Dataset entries
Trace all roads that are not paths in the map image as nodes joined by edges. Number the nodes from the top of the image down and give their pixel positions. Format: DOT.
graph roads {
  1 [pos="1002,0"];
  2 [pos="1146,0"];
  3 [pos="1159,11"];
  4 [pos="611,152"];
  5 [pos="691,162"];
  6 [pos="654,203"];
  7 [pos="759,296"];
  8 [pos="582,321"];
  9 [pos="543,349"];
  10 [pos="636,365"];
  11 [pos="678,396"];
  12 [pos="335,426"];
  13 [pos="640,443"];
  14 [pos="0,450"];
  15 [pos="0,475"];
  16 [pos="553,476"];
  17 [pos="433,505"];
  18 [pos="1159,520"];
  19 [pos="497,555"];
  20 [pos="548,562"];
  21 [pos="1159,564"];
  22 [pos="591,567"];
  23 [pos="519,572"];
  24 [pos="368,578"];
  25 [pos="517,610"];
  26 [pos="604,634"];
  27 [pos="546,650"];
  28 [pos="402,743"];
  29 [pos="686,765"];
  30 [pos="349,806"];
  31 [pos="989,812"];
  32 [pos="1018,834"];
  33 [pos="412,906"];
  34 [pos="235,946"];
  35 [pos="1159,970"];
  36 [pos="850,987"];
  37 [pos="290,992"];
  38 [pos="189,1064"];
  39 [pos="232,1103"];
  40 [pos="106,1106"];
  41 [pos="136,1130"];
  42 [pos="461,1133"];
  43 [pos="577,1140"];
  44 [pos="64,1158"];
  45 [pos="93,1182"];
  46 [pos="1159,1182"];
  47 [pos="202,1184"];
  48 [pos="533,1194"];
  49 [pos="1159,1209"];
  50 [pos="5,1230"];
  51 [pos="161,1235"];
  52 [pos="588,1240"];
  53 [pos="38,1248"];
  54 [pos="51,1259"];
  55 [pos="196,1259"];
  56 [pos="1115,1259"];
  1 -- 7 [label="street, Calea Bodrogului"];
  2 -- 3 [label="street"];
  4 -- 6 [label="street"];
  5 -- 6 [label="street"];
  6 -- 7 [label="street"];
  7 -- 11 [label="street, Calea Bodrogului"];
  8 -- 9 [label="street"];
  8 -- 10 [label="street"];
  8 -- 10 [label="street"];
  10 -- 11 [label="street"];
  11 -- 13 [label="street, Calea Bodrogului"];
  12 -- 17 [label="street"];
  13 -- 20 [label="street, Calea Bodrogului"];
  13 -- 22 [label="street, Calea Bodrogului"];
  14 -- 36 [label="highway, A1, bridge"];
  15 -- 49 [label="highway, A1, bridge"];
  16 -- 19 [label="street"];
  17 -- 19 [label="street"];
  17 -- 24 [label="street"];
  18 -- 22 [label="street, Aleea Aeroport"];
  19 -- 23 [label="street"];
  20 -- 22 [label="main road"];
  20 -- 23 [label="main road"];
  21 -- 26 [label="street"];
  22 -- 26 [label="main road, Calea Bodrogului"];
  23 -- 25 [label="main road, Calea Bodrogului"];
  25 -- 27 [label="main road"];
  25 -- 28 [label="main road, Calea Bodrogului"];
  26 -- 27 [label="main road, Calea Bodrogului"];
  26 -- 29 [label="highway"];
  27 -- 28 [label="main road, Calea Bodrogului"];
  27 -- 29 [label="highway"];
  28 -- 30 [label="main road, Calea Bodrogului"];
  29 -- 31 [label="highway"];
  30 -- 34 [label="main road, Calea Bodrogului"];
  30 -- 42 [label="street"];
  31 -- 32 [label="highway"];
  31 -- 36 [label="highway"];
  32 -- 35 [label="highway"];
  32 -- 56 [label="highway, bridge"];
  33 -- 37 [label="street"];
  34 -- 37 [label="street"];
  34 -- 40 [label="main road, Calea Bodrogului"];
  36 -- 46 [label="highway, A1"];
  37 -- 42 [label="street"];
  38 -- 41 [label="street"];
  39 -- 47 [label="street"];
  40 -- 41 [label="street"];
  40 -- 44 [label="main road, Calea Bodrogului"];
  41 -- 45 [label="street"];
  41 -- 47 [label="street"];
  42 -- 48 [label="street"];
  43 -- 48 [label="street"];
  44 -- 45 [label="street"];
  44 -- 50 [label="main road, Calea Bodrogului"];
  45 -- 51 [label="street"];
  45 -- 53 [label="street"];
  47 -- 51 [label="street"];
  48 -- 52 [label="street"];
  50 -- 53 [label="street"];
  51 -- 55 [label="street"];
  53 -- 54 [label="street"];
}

ACTION ITEM
Return each line in the records that holds the string "roads".

ANSWER BELOW
Trace all roads that are not paths in the map image as nodes joined by edges. Number the nodes from the top of the image down and give their pixel positions. Format: DOT.
graph roads {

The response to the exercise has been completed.